User:Periglio/Biography

I have a personal project involving birth and death dates, for which I have used Persondata as my source. As that has been deprecated, I am now switching to Wikidata. I maintain a local database which currently holds 1,186,238 records.

Source of data edit

  • Wikidata
    • Name
    • Sex
    • Nationality
    • Occupation
    • Wikilink (EN)
    • Date of birth
    • Date of death
  • Wikipedia
    • Primary index
    • Secondary index
    • Still alive

My current database consists of all Wikipedia articles containing the Persondata template. In time, this will become all items with the property P31 (instance of) - Q5 (human). This will be subject to analysis of results. Primary and secondary indexes are a proposed property for Wikidata, in the meantime this will be picked up from Wikipedias DEFAULTSORT.

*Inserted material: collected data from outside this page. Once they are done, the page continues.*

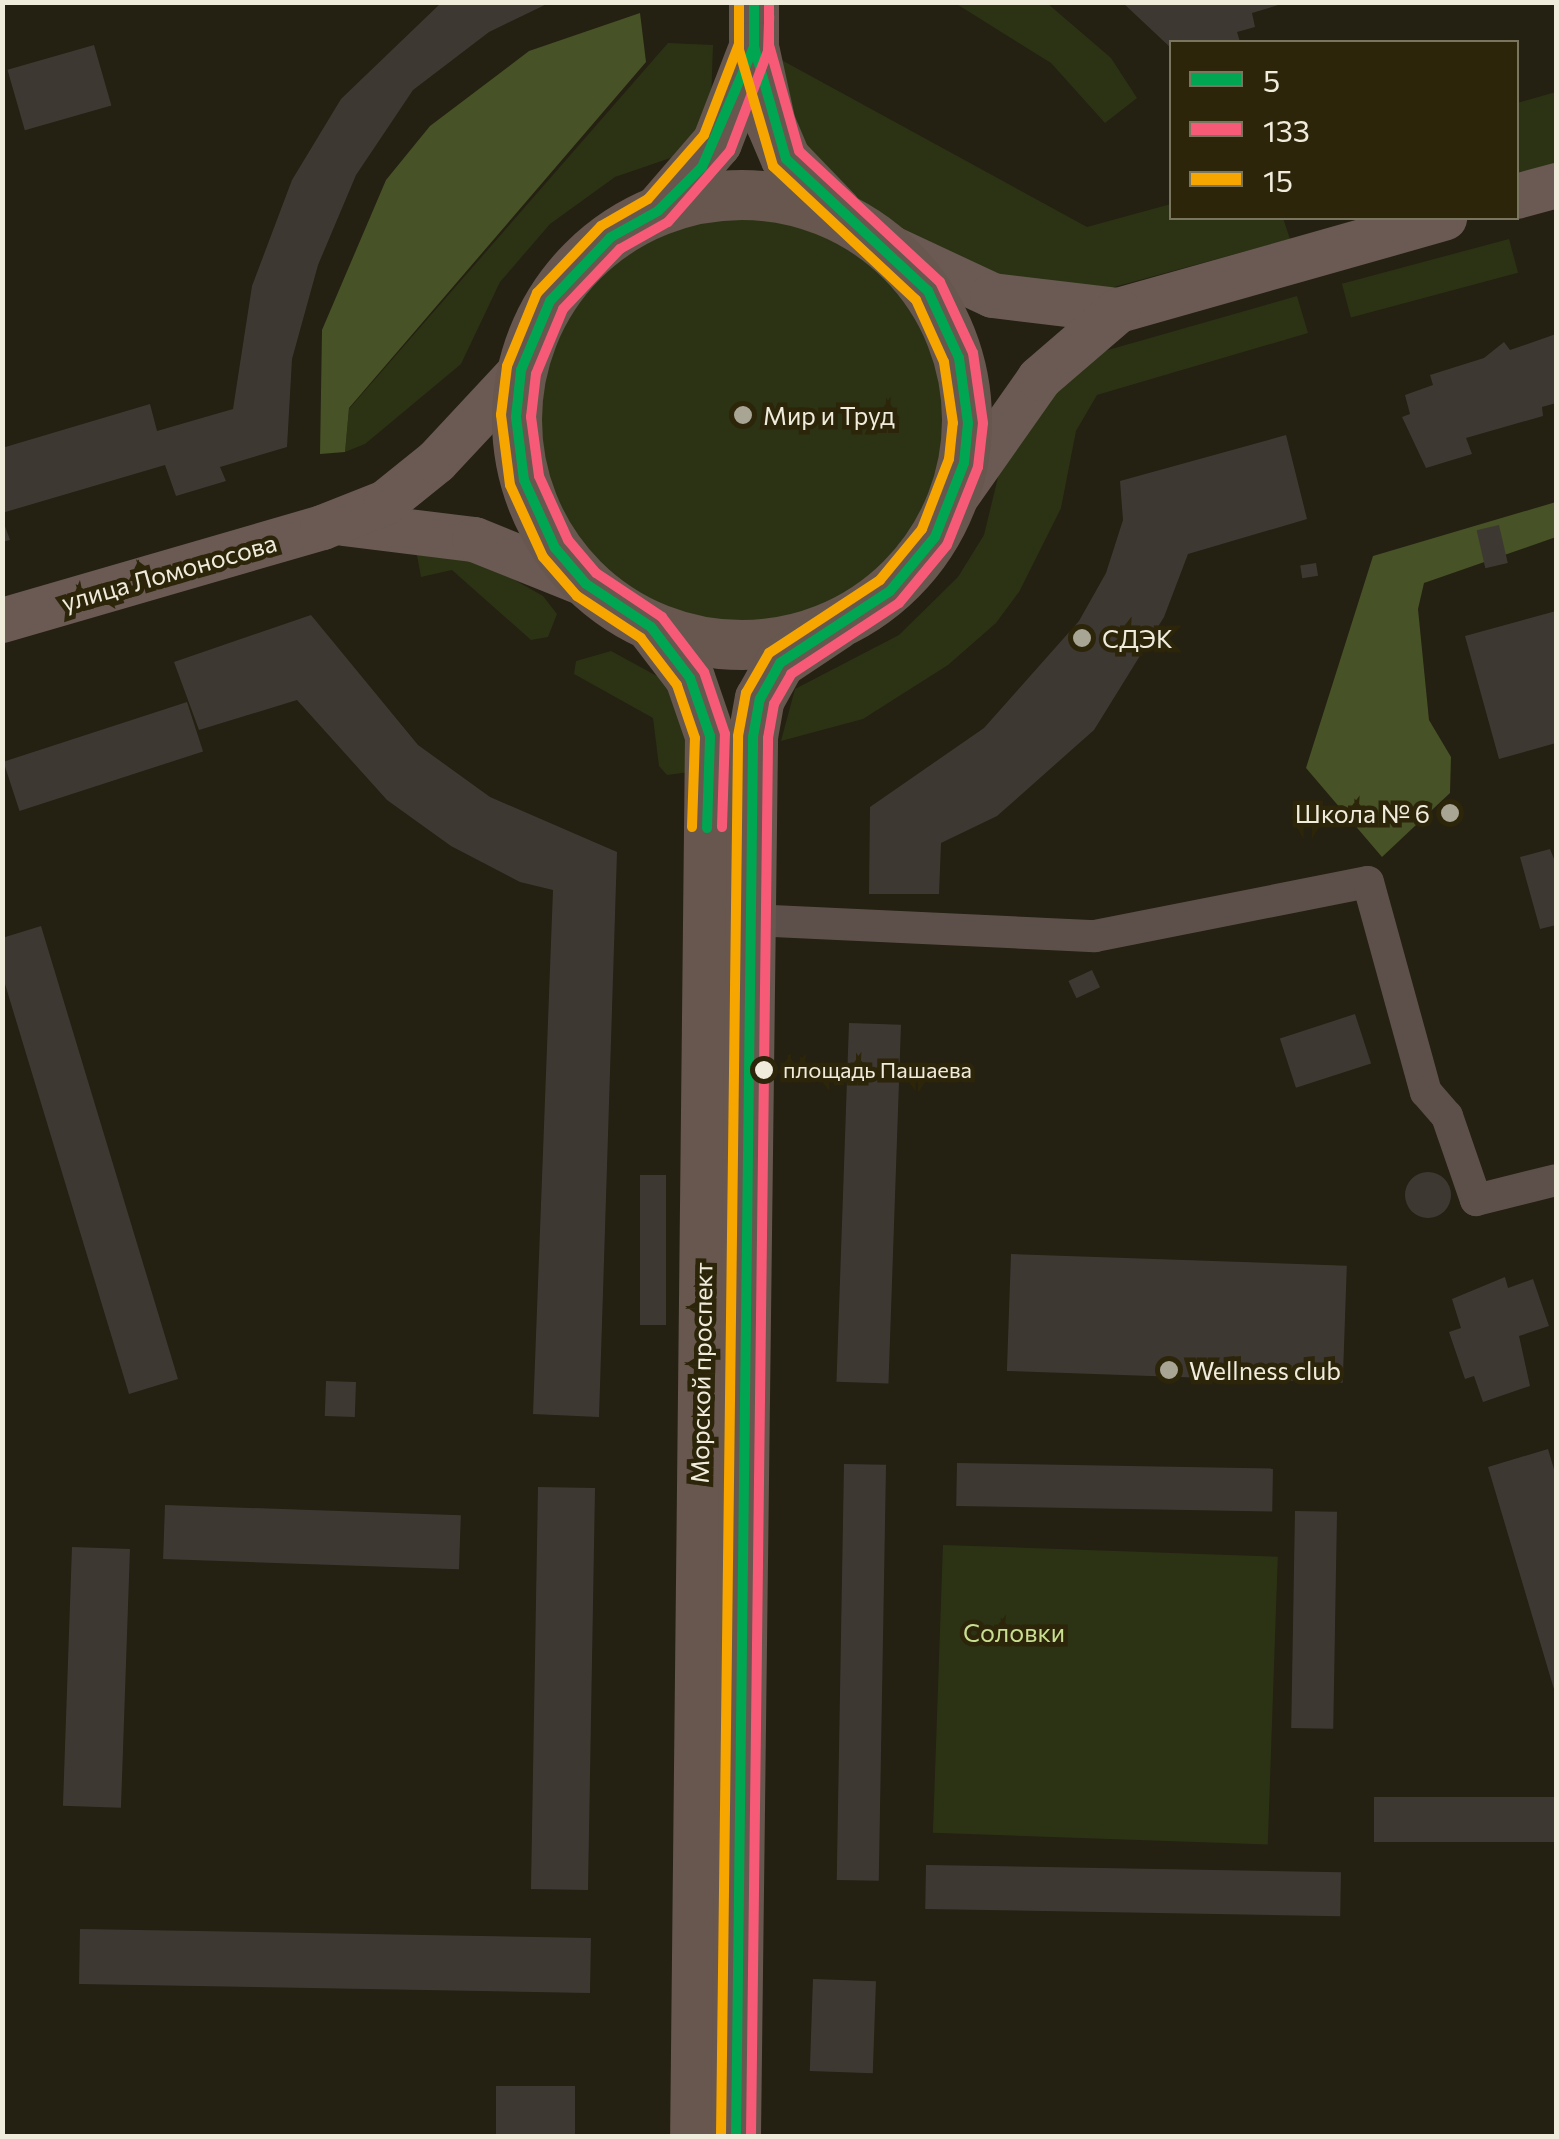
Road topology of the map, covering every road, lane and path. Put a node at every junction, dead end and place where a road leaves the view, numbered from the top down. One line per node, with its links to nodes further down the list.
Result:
1 (754, 25): 4 (main road); 6 (main road)
2 (1556, 185): 3 (main road)
3 (1519, 195)
4 (658, 211): 6 (main road); 8 (main road)
5 (1437, 220): 7 (main road)
6 (864, 232): 7 (main road); 9 (main road)
7 (1118, 310): 9 (main road)
8 (522, 370): 10 (main road); 11 (main road)
9 (952, 502): 13 (main road, Морской проспект)
10 (336, 522): 11 (main road); 12 (main road, улица Ломоносова)
11 (586, 584): 14 (main road)
12 (2, 620)
13 (836, 625): 14 (main road); 15 (main road, Морской проспект)
14 (651, 627): 15 (main road, Морской проспект)
15 (729, 920): 16 (street); 17 (main road, Морской проспект)
16 (1556, 1180)
17 (717, 1934): 18 (main road, Морской проспект); 19 (main road, Морской проспект)
18 (695, 2136)
19 (736, 2136)

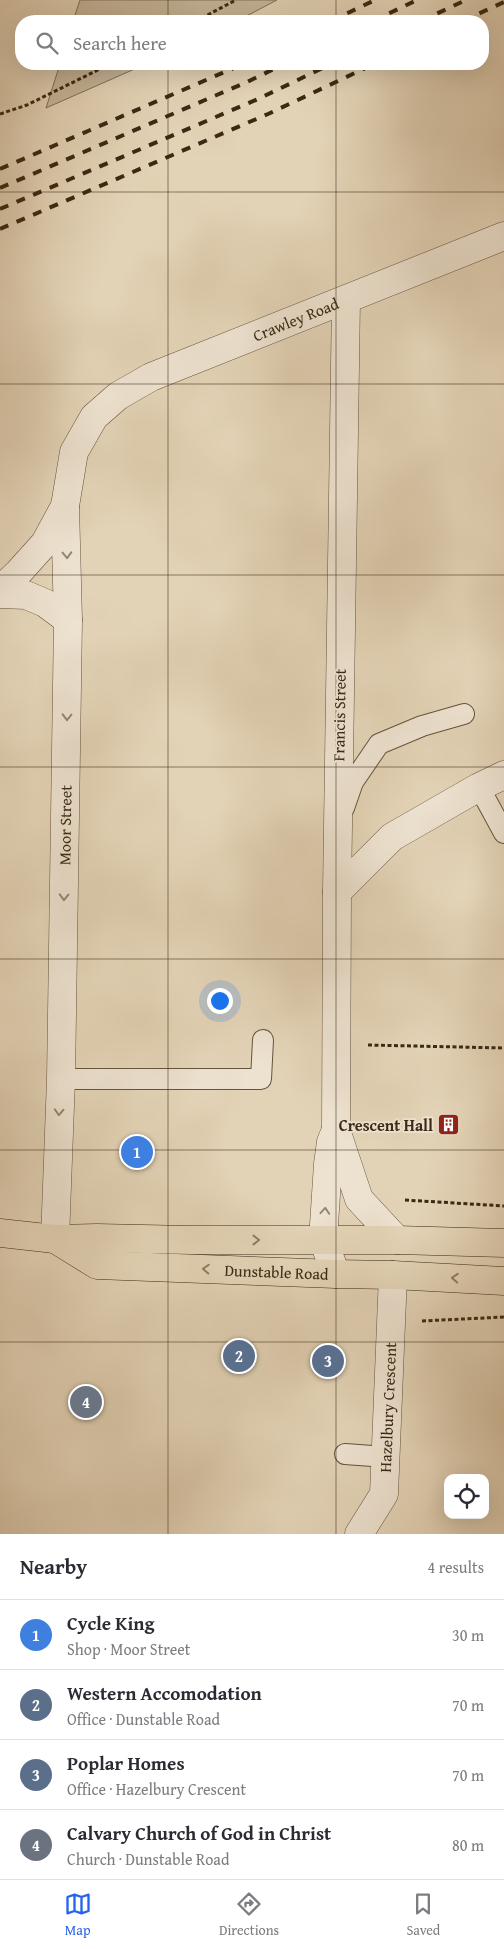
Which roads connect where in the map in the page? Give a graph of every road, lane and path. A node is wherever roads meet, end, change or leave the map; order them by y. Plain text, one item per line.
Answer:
1 (236, 0) edge
2 (207, 15) edge
3 (98, 70) edge
4 (0, 114) edge
5 (504, 236) edge
6 (346, 300) junction
7 (94, 417) joint
8 (65, 506) junction
9 (0, 590) edge
10 (0, 594) edge
11 (68, 620) junction
12 (464, 714) dead end
13 (504, 775) edge
14 (479, 787) junction
15 (338, 829) junction
16 (504, 833) edge
17 (337, 892) junction
18 (262, 1040) dead end
19 (338, 1044) junction
20 (504, 1048) edge
21 (61, 1079) junction
22 (336, 1130) junction
23 (405, 1200) dead end
24 (504, 1206) edge
25 (0, 1233) edge
26 (55, 1239) junction
27 (322, 1240) junction
28 (397, 1240) junction
29 (504, 1243) edge
30 (336, 1274) junction
31 (394, 1275) junction
32 (504, 1281) edge
33 (504, 1317) edge
34 (421, 1321) dead end
35 (345, 1454) dead end
36 (386, 1457) junction
37 (358, 1534) edge

1 - 2 path
3 - 4 path
5 - 6 street, Crawley Road
6 - 7 street, Crawley Road
6 - 15 street, Francis Street
7 - 8 street, Moor Street
8 - 9 street
8 -> 11 street, Moor Street
10 - 11 street
11 -> 21 street, Moor Street
12 - 15 lane
13 - 14 street
14 - 16 lane
14 - 17 street
15 - 17 street, Francis Street
17 - 19 street, Francis Street
18 - 21 lane
19 - 20 path
19 - 22 street, Francis Street
21 -> 26 street, Moor Street
27 -> 22 street, Francis Street
22 - 28 street, Francis Street
23 - 24 path
25 - 26 main road, Dunstable Road
26 -> 27 main road, Dunstable Road
30 -> 26 main road, Dunstable Road
27 - 28 main road, Dunstable Road
27 - 30 street, Francis Street
28 - 29 main road, Dunstable Road
30 - 31 main road, Dunstable Road
32 -> 31 main road, Dunstable Road
31 - 36 street, Hazelbury Crescent
33 - 34 path
35 - 36 lane
36 - 37 street, Hazelbury Crescent

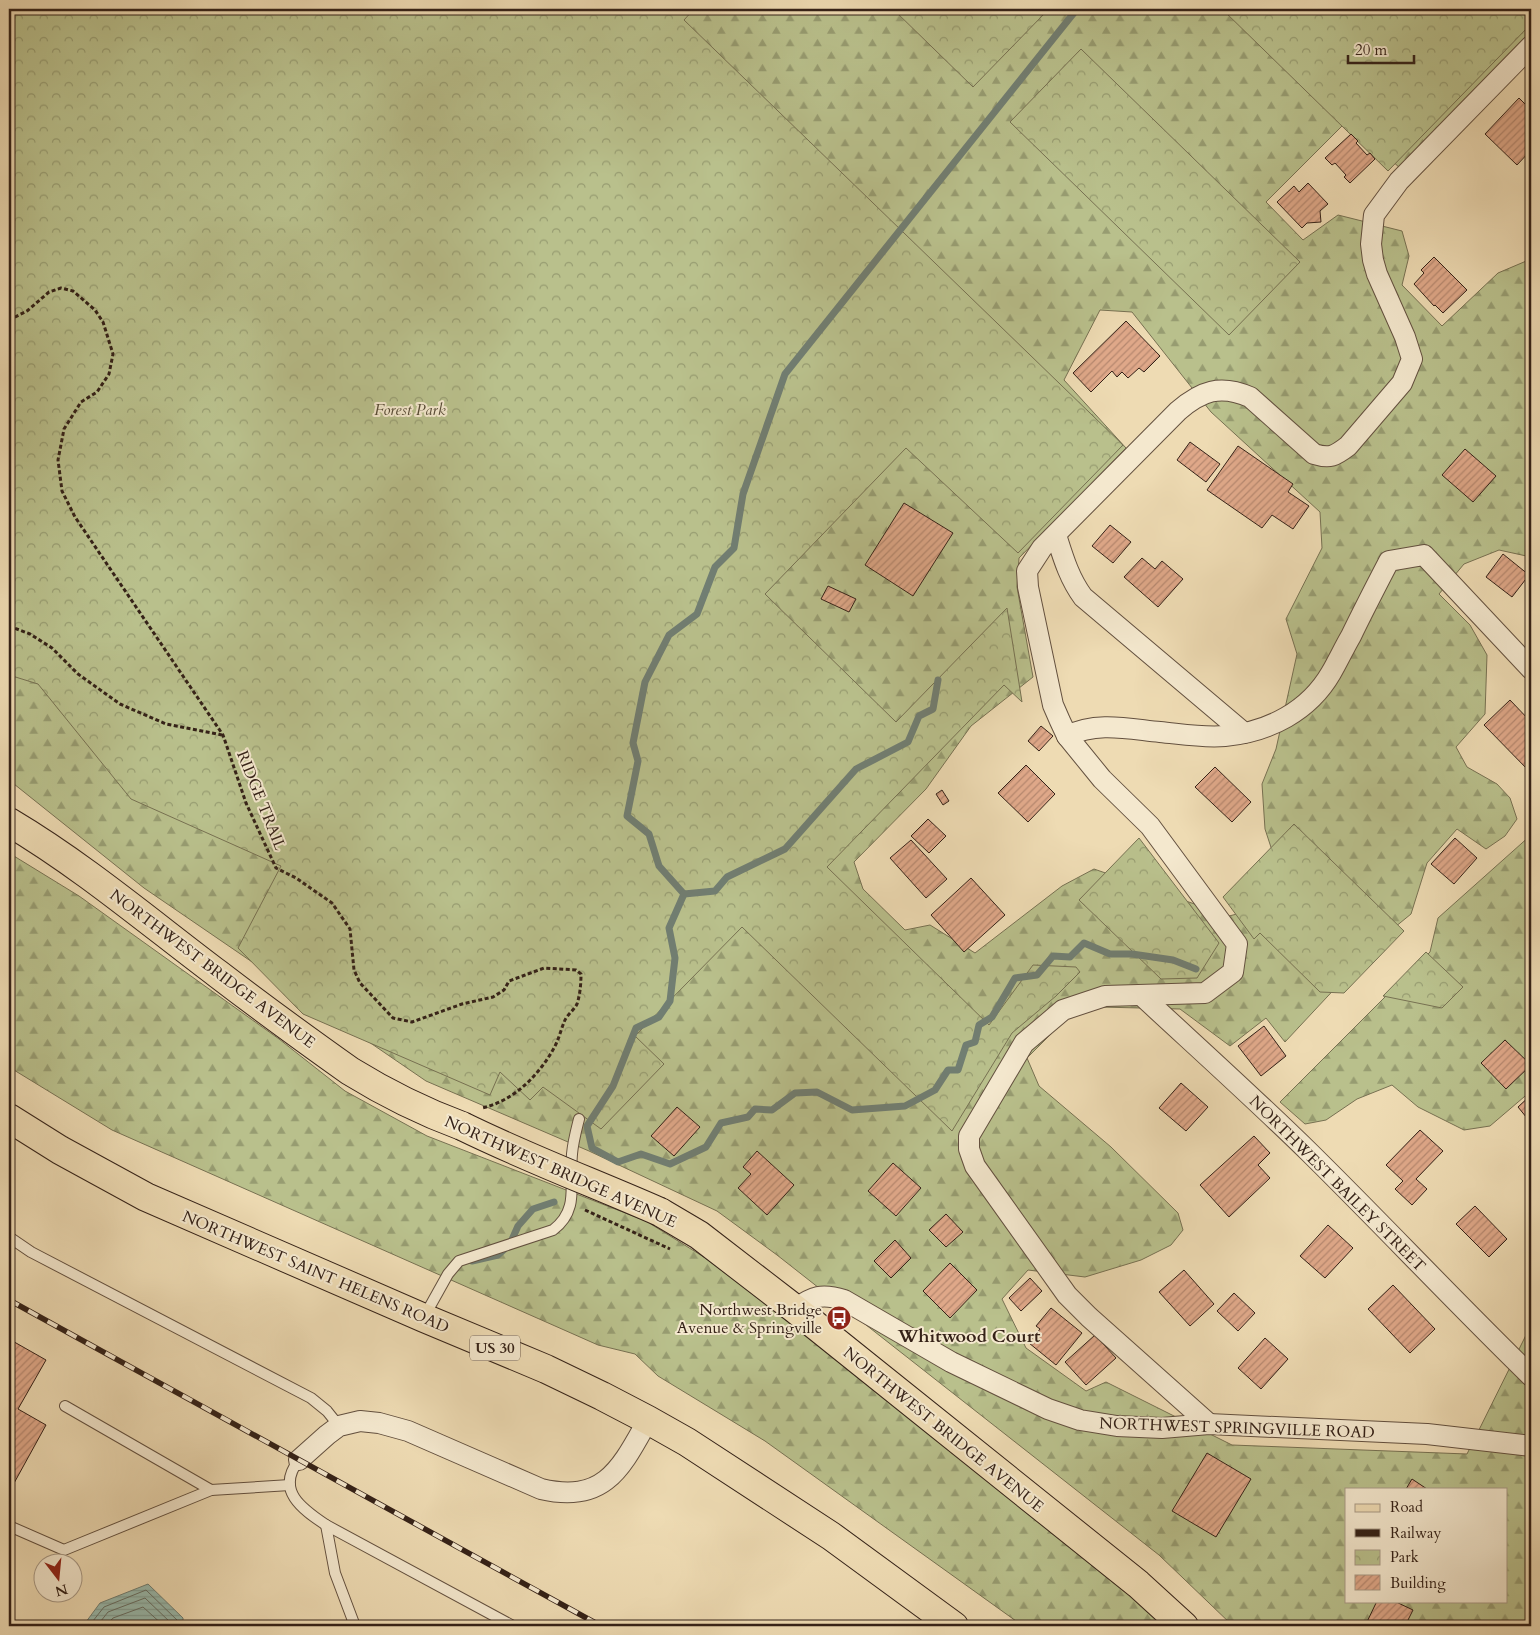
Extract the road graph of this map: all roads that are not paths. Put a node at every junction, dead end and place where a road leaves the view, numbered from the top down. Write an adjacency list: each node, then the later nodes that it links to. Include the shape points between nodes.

Still alive is a flag that indicates that the person has died, although a death date may be unknown. Wikipedia has a living person category - the only equivalent on Wikidata appears to be an unspecified death date. Not sure at this stage if this is standardised.

Stage 1 - Look up all Q codes for existing database entries edit

Currently in progress. Running slowly as I analyse the results to see the quality of information. I find a lot of enwiki articles that are now redirects, these are corrected and put back in the work queue.

At the end of this stage, I will have a list of enwiki articles that are not represented on wikidata.

Update 25 January 2015 edit

1,188,131 records from Persondata - 686,279 (58%) checked so far - 1,790 not found on Wikidata

  • Current prediction: 3,099 Persondata records without a link to Wikidata

Stage 2 Extract birth/death from Wikidata edit

This is being worked on now. The intention is to extract dates from Wikidata into my personal database. Some validation will be done at this stage such as making sure the dates shows a reasonable life span.

+ Fields that correspond to Wikidata
Code Label Sample
P19 Place of birth London
P20 Place of death Norwich
P21 sex or gender female
P27 country of citizenship United Kingdom
P31 instance of human
P106 occupation politician
P569 date of birth 07 September 1533
P570 date of death 24 March 1603

Update 25 January 2015 edit

My software now grabs a block of random people from my database and extracts the fields I am interested in: Label, gender, nationality, date of birth, data of death and enwiki link. Up to now I have been doing small runs, discovering the nuances of Wikidata - eg records with multiple birth dates, twins!, "somevalue" entries. Today, I have run my first 1000 record update.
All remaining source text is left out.